A soldering fixture for selective soldering, having a solder bath for holding molten solder, at least one soldering nozzle, a solder pump for delivering solder from the solder bath through the soldering nozzle and a movement device for moving the soldering nozzle relative to an assembly to be soldered is known from DE 43 14 241 C2 or DE 10 2012 111 946 A1 or WO 2014/086954 A1, for example. An assembly (printed circuit board) is here conveyed into a soldering region, and the individual soldering points are sequentially soldered to one another by relative traversing movements of assembly and soldering nozzle.
A further selective soldering fixture emerges from DE 10 2007 002 777 A1, in which an assembly is deposited on a hood, and the hood is then together with the assembly lowered across an arrangement of a plurality of different nozzles. This involves a parallel soldering of a plurality—usually all—soldering points of the assembly. For differentiation, this procedure is described by the suppliers as “lift-dip soldering” or “multi-nozzle soldering”.
In the past few years selective soldering by means of a miniature wave has gained increasing currency. In this process the assembly to be soldered is moved above a small soldering nozzle by means of a positioning device and a work carrier or by means of direct board handling after wetting with flux and pre-heating, positioned accurately in the XY direction and lowered onto the nozzle for soldering. In direct board handling the assembly to be soldered lies directly on the conveying device. Following a soldering program, each point to be soldered is approached and soldered. Further details can for example be found in the article “Wellenlöten” (Wave Soldering), in particular in the section “Variationen” (Variations), subsection “Selektivlöten” (Selective Soldering) on the internet page http://de.wikipedia.org/wiki/Wellenlöten#Selektivlöten.
Wettable soldering nozzles for selective soldering have been produced as turned parts up to now. A first conventional example from the production of the applicant is a soldering nozzle 200 (
The soldering nozzle 200 thus tapers from a lower end towards an upper end. The lower end forms a base by way of which the soldering nozzle is mounted on a soldering fixture, and for this reason the lower end will hereinafter be described as base end. The upper end forms a soldering nozzle tip and will for this reason hereinafter be described as tip end.
A second conventional example from the production of the applicant is a slimmer design of a soldering nozzle 300, which is designed as a pure turned part and is simpler in structure and more convenient in production than the first example (
The nozzles, which are made of structural steel, are tin-plated after turning to ensure that they can be wetted with solder.

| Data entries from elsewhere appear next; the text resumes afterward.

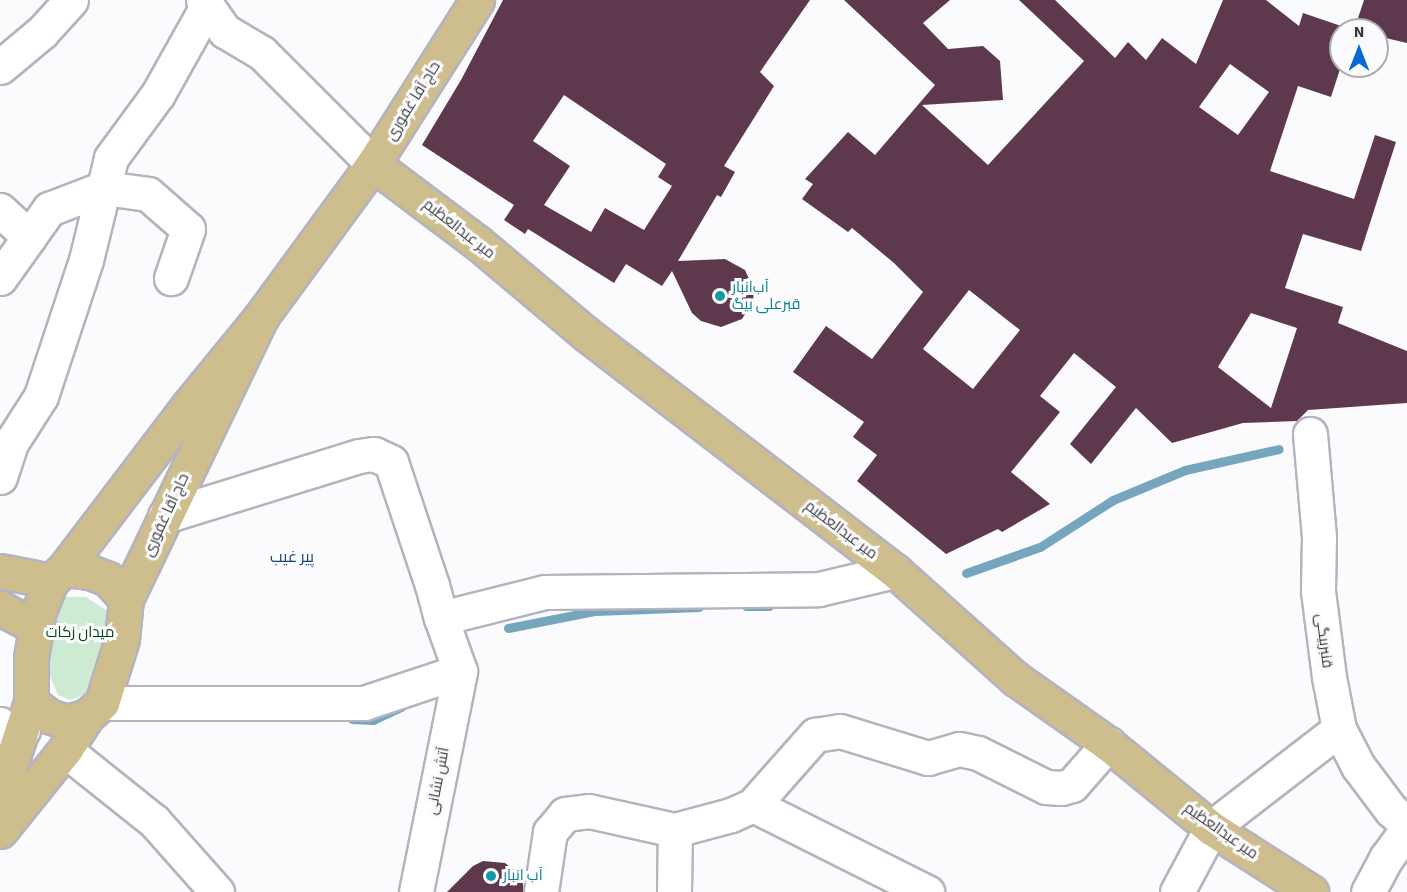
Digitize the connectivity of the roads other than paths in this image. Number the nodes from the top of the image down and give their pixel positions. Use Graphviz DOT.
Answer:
graph roads {
  1 [pos="72,0"];
  2 [pos="477,0"];
  3 [pos="204,4"];
  4 [pos="0,67"];
  5 [pos="373,164"];
  6 [pos="104,188"];
  7 [pos="0,210"];
  8 [pos="29,237"];
  9 [pos="0,278"];
  10 [pos="171,278"];
  11 [pos="261,316"];
  12 [pos="1310,434"];
  13 [pos="0,477"];
  14 [pos="165,516"];
  15 [pos="0,571"];
  16 [pos="895,572"];
  17 [pos="58,575"];
  18 [pos="126,599"];
  19 [pos="0,608"];
  20 [pos="441,618"];
  21 [pos="35,627"];
  22 [pos="460,671"];
  23 [pos="95,709"];
  24 [pos="18,722"];
  25 [pos="1339,729"];
  26 [pos="1108,744"];
  27 [pos="65,750"];
  28 [pos="0,796"];
  29 [pos="753,805"];
  30 [pos="1407,824"];
  31 [pos="1211,828"];
  32 [pos="1407,829"];
  33 [pos="675,830"];
  34 [pos="0,831"];
  35 [pos="217,892"];
  36 [pos="416,892"];
  37 [pos="542,892"];
  38 [pos="674,892"];
  39 [pos="927,892"];
  40 [pos="1177,892"];
  41 [pos="1311,892"];
  42 [pos="1368,892"];
  1 -- 4 [label="street"];
  2 -- 5 [label="main road, حاج آقا غفوری"];
  3 -- 5 [label="street"];
  3 -- 6 [label="street"];
  5 -- 11 [label="main road, حاج آقا غفوری"];
  5 -- 16 [label="main road, میر عبدالعظیم"];
  6 -- 8 [label="street"];
  6 -- 10 [label="street"];
  6 -- 13 [label="street"];
  7 -- 8 [label="street"];
  8 -- 9 [label="street"];
  11 -- 14 [label="main road, حاج آقا غفوری"];
  11 -- 17 [label="main road, حاج آقا غفوری"];
  12 -- 25 [label="street, قنبربیگی"];
  14 -- 18 [label="main road, حاج آقا غفوری"];
  14 -- 20 [label="street"];
  15 -- 17 [label="main road"];
  16 -- 20 [label="street"];
  16 -- 26 [label="main road, میر عبدالعظیم"];
  17 -- 18 [label="main road"];
  17 -- 21 [label="main road, حاج آقا غفوری"];
  18 -- 23 [label="main road, حاج آقا غفوری"];
  19 -- 21 [label="main road"];
  20 -- 22 [label="street"];
  21 -- 24 [label="main road, حاج آقا غفوری"];
  22 -- 23 [label="street"];
  22 -- 36 [label="street, آتش نشانی"];
  23 -- 24 [label="main road"];
  23 -- 27 [label="main road, حاج آقا غفوری"];
  24 -- 28 [label="main road"];
  25 -- 30 [label="street, قنبربیگی"];
  25 -- 31 [label="street"];
  26 -- 29 [label="street"];
  26 -- 31 [label="main road, میر عبدالعظیم"];
  27 -- 34 [label="main road, حاج آقا غفوری"];
  27 -- 35 [label="street"];
  29 -- 33 [label="street"];
  29 -- 39 [label="street"];
  31 -- 40 [label="street"];
  31 -- 41 [label="main road, میر عبدالعظیم"];
  32 -- 42 [label="street"];
  33 -- 37 [label="street"];
  33 -- 38 [label="street"];
}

For transport the nozzles are then stored in oil (e.g. rapeseed oil) to avoid oxidation. This oil has to be removed before the soldering nozzles are installed.
The comparatively great complexity involved in manufacture makes large-scale production difficult at present. There are however attempts at equipping soldering stations with more soldering nozzles in order to be able to selectively solder several soldering point of an assembly simultaneously.

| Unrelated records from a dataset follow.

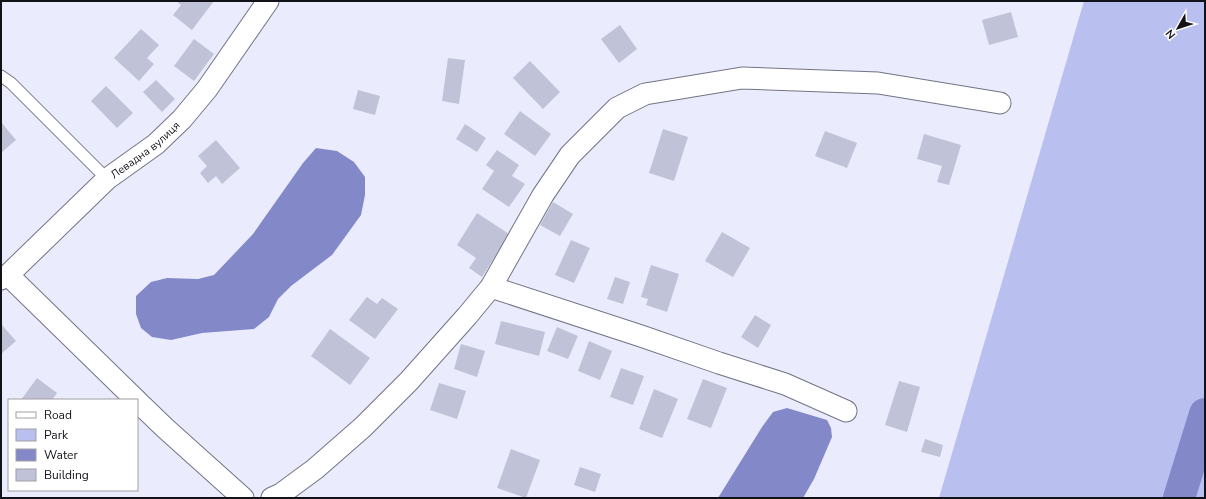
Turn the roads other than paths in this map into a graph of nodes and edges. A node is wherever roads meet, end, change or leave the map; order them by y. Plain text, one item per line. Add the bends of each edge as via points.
1 (268, 1) edge
2 (1, 76) edge
3 (1000, 103) dead end
4 (107, 179) junction
5 (5, 277) edge
6 (491, 287) junction
7 (136, 399) edge
8 (138, 401) edge
9 (846, 411) dead end
10 (243, 498) edge
11 (272, 498) edge

1 - 4 street, Левадна вулиця via 207,89 182,119 156,144
2 - 4 lane
3 - 6 street via 878,83 756,78 644,94 618,108 570,155 542,195
4 - 5 street, Левадна вулиця
5 - 7 street
6 - 9 street via 785,384
6 - 11 street via 414,375 363,427 315,469
8 - 10 street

From the above mentioned WO 2014/086954 A1 the combination of several soldering nozzles in groups and their joint traversing is known. In this process one or more soldering nozzle assemblies can be combined in one or more XY movement units. This requires a comparatively great number of soldering nozzles.
A further problem of the soldering nozzles produced in the conventional way involves their wall thickness, which can change along the length of the soldering nozzle in an irregular and spasmodic manner owing to production conditions. This results in an irregular thermal capacity along the length of the nozzle, and the heat transfer across the solder is variable along the length. As a result there may even be a risk that the solder could partially solidify if a cold nozzle is placed in the solder bath.
From DE 10 2017 123 806 A1 a soldering nozzle assembly provided for a lift-dip tool emerges. Such lift-dip tools have a plurality of soldering nozzles arranged adjacent to one another. In these soldering nozzles no soldering wave is generated at the upper edge of the nozzle opening, but because of the surface tension the solder forms a standing curvature into which pins of an object to be soldered dip in the soldering process. Slightly below the upper edge, such soldering nozzles have an opening through which solder can emerge. As a result solder can be conveyed in the soldering nozzle in a circuit, so that it is ensured that the solder is held at the temperature required for soldering in the upper region of the soldering nozzle as well. The soldering nozzle described here has a conical section and can be produced by deep drawing. Such a soldering nozzle assembly is always produced for a specific assembly and can only be used for said assembly.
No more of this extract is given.